In July 2015, Park Ridge was designated as one of 30 transit villages statewide, qualifying it for incentives at the borough's train station and commuter lots, which will get additional access for bicycles and pedestrians.

===Roads and highways===
As of May 2010, the borough had a total of 38.91 mi of roadways, of which 31.94 mi were maintained by the municipality and 6.97 mi by Bergen County.

County Route 503, which runs for 18 mi from New Jersey Route 120 to the New York State border, passes through Park Ridge. It is well known and posted as Kinderkamack Road, which was a trail used by the Lenape Native Americans, whose name signified that it was a place (the suffix "ack") where ceremonial dances or prayers ("kintekaye") were made.

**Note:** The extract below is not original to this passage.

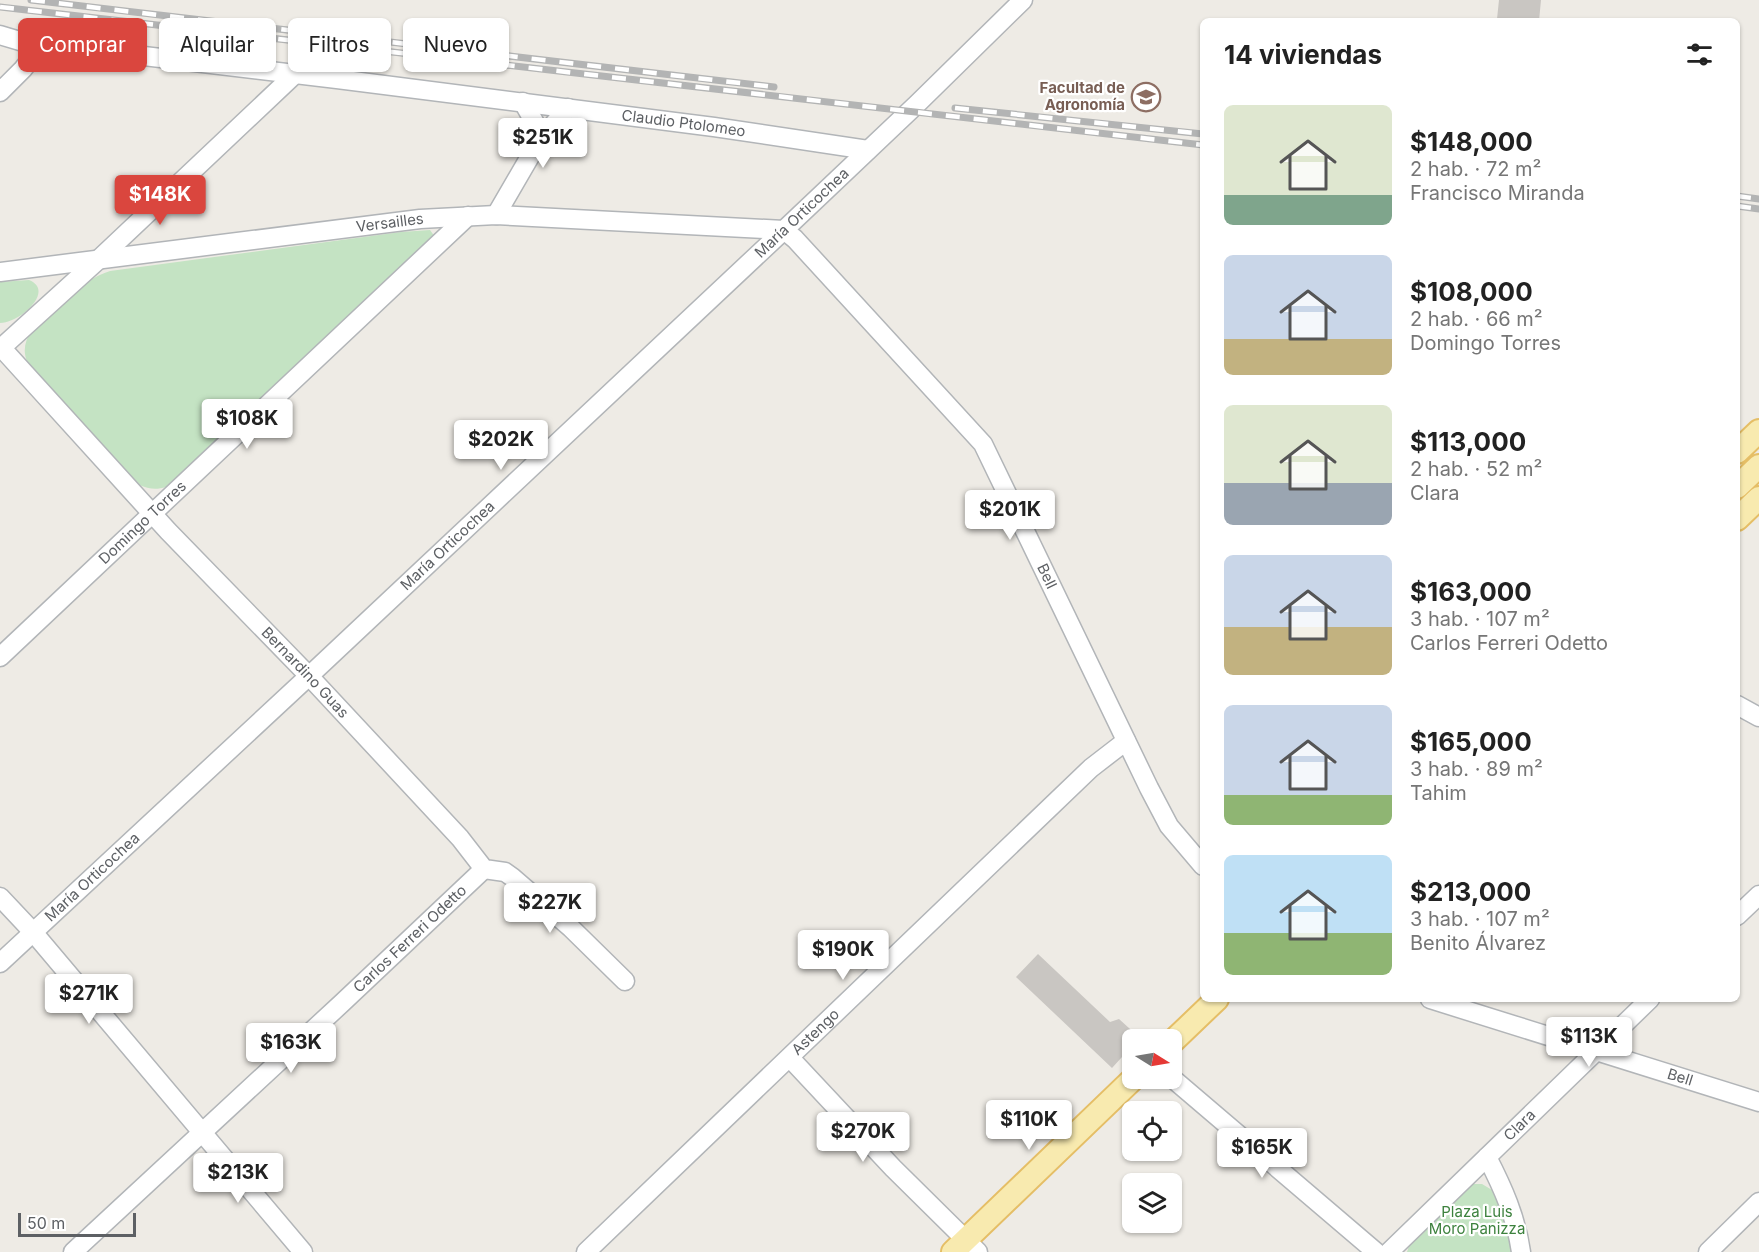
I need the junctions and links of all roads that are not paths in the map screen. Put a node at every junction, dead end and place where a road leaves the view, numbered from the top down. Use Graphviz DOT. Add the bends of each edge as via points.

Park Ridge can be accessed via exit 172 on the Garden State Parkway.

===Public transportation===
Park Ridge is served by NJ Transit on the Pascack Valley Line at the Park Ridge station. The station is located at Hawthorne and Park Avenues though is also accessible from Broadway. This line runs north–south to Hoboken Terminal with connections via the Secaucus Junction transfer station to New Jersey Transit one-stop service to New York Penn Station and to other NJ Transit rail service. Connections are available at the Hoboken Terminal to other New Jersey Transit rail lines, the PATH train at the Hoboken PATH station, New York Waterways ferry service to the World Financial Center and other destinations and Hudson-Bergen Light Rail service.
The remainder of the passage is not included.